Wednesday, December 28, 2005

On Gratitude, Again

I'm waiting for the ferry - since it's the end of the holiday, there's a three-sailing wait for cars and a full berth of walk ons, myself included. Since it's so busy, I'm curled up in the corner of the sunny waiting room with my computer, trying to pass the time.

I read through my diary, like the whole thing, last night. A lot of what I've been thinking and feeling lately has been really negative and I was thinking that being unhappy is a really toxic way to be living. I'm sick of waking up at 6:30 every morning and not feeling good - not feeling good about my job or my current situation or my body or whatever. It does nothing but bring me down. So I'm going to try to get back into the habit of looking for and expressing gratitude. I need to come home every night with five things that I am thankful for. Whether or not my day was good or awful, whether or not I find a new job or meet more people in Toronto, looking for things to be thankful for will essentially turn my attitude around; instead of looking for and expecting the negative, I want to focus on the positive. If all I can do every day from now until next september is be thankful for 5 things that I have, that will be enough. If the only prayer I give is thanks, that will be enough.

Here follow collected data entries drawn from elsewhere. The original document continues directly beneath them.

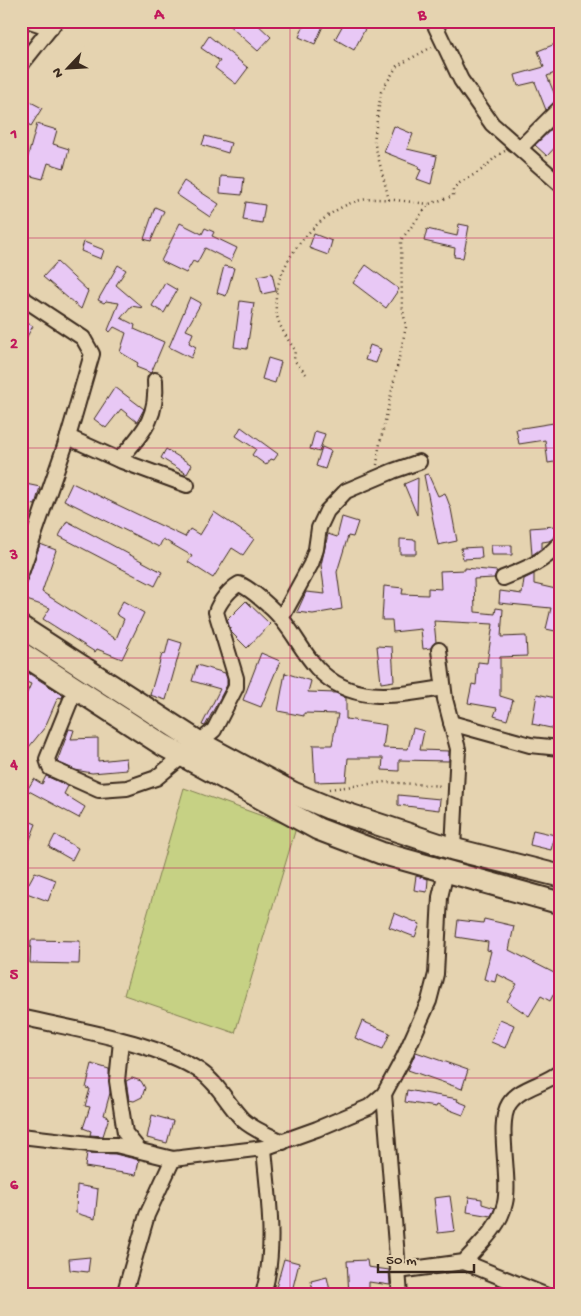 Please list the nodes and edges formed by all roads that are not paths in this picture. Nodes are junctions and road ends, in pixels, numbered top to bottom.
1 (30, 21) edge
2 (433, 21) edge
3 (53, 25) edge
4 (21, 65) edge
5 (560, 108) edge
6 (521, 147) junction
7 (560, 184) edge
8 (21, 298) edge
9 (156, 380) dead end
10 (68, 437) junction
11 (120, 460) junction
12 (419, 462) dead end
13 (187, 485) dead end
14 (560, 543) edge
15 (21, 572) edge
16 (503, 578) dead end
17 (282, 617) junction
18 (21, 628) edge
19 (439, 650) dead end
20 (21, 653) edge
21 (76, 686) junction
22 (444, 688) junction
23 (451, 723) junction
24 (200, 743) junction
25 (560, 748) edge
26 (183, 756) junction
27 (453, 849) junction
28 (446, 872) junction
29 (560, 876) edge
30 (560, 903) edge
31 (21, 1017) edge
32 (121, 1041) junction
33 (560, 1072) edge
34 (384, 1094) junction
35 (21, 1136) edge
36 (283, 1142) junction
37 (264, 1148) junction
38 (139, 1150) junction
39 (173, 1158) junction
40 (464, 1262) junction
41 (398, 1271) junction
42 (124, 1295) edge
43 (263, 1295) edge
44 (400, 1295) edge
45 (545, 1295) edge

1 - 3 street
2 - 6 street
3 - 4 street
5 - 6 street
6 - 7 street
8 - 10 street
9 - 11 street
10 - 11 street
10 - 15 street
11 - 13 street
12 - 17 street
14 - 16 street
17 - 22 street
17 - 24 street
18 - 24 main road
19 - 22 street
20 - 21 main road
21 - 26 main road
21 - 26 street
22 - 23 street
23 - 25 street
23 - 27 street
24 - 26 street
24 - 27 main road
26 - 28 main road
27 - 29 main road
28 - 30 main road
28 - 34 street
31 - 32 street
32 - 36 street
32 - 38 street
33 - 40 street
34 - 36 street
34 - 41 street
35 - 38 street
36 - 37 street
37 - 39 street
37 - 43 street
38 - 39 street
39 - 42 street
40 - 41 street
40 - 45 street
41 - 44 street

Today, I'm thankful for the energy to clean, make beds and get organized -- it's not often that you wake up in the morning and feel ready to tackle your literal and proverbial mess. I'm thankful for my mom, who is resiliant and perceptive and strong; she keeps on getting up when she gets knocked down and is an inspiration to me. I am thankful for my little dog Waldo, who curls up at my neck at 6 in the morning, keeping me warm. I'm thankful that I can sleep with my window open, breathing fresh fresh fresh air all night long. Finally, I'm thankful for a beautiful day for a ferry ride. The sun is low over the ocean and the wind feels crisp but not cold, and I am looking forward to finding a window seat and indulging in a good book for the hour-and-a-half trip to Victoria.

It was easier than I thought. I will keep my eyes open for these thankful moments from now on.